Bu tuşun gücüne kapılanlar bilir: 5dakikalık o vakit bazen insan 1 saat hatta bir yıl gibi gelebilir. Alarmı kapattıktan sonra yaşanan o kısa vakitteki hayal gücümüzün oyunu bir süper kahraman filmi çekilecek kadar geniştir. Yataktan kalktıktan sonra ise “Bugün işe gitmesem mi?” gibi saçma fikirlerle birlikte, aniden "Kahvaltıya simit alayım" gibi dahiyane planlar yapılır.
Alarmın kendisi zaten başlı başına bir zaman makinesi gibi. Bir gözünüzü açıyorsunuz saat 7.00 sonra gözlerimizi kapatıp sonra tekrar açınca bir bakıyoruz mucizevi şekilde 08.30! Ama işte, her güzel şeyin bir bedeli var. O birkaç “5 dakika daha” sonunda koşarak işe yetişmeye çalışırken Usain Bolt’a taş çıkarmamızın sebebi de bu.
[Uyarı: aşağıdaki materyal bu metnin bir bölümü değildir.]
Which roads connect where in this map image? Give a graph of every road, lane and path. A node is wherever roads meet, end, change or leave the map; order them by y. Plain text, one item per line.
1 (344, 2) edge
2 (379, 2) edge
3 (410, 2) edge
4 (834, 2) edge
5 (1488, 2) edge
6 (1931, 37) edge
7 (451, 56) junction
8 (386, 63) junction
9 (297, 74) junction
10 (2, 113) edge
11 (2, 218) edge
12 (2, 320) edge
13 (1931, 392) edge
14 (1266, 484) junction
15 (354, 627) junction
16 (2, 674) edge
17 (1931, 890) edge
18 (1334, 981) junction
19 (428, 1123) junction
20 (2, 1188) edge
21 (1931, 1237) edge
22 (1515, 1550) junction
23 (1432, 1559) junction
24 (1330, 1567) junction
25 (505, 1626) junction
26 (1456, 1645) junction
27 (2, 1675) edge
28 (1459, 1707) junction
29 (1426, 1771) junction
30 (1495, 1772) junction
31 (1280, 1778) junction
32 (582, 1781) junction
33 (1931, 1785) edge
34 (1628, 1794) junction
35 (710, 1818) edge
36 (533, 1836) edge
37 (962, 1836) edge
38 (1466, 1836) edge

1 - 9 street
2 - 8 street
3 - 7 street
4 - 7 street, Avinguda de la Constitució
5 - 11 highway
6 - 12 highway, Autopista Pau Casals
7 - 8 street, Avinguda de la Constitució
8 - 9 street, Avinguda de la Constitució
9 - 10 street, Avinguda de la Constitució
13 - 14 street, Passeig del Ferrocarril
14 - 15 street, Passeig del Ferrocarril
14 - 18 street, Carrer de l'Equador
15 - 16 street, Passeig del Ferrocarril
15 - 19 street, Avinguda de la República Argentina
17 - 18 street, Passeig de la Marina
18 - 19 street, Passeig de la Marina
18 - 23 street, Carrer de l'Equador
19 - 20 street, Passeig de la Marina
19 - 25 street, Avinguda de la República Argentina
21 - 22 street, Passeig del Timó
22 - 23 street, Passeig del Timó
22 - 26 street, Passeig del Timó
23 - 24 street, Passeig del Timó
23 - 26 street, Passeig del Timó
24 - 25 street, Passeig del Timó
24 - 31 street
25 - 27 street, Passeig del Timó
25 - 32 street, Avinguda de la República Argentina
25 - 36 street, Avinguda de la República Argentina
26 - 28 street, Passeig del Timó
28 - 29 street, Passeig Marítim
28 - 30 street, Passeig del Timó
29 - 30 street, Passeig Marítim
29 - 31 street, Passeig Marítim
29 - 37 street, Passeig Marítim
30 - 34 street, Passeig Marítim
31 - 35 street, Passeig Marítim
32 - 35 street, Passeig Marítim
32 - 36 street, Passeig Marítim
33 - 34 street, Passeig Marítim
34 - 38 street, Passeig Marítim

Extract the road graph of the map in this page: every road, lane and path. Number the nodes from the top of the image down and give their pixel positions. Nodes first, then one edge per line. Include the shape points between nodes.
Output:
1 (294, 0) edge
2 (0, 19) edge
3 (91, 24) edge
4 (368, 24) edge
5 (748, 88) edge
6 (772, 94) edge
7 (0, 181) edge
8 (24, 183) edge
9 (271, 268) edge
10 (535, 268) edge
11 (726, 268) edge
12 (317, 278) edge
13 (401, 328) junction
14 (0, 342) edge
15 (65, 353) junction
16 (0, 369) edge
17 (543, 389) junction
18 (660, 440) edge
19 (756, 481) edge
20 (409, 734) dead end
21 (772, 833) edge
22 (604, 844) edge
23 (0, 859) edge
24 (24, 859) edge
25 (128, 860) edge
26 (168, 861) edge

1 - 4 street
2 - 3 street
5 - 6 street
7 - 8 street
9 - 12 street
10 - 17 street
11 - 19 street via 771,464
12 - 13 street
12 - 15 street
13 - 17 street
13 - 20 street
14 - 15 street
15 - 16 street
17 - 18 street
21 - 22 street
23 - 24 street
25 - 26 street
Önerim şu: Ya sabahları alarmı kıramayacağımız bir anlaşma yapalım ya da ertele tuşunu “bana dokunamazsın” diyerek hayatımızdan çıkaralım. Ama dürüst olalım, erteleme tuşunun cazibesi bir başka oluyor. Ama dürüst olalım o tuşun cazibesi varken bu tuşu hayatımızdan çıkarmak çok da kolay olmayacak.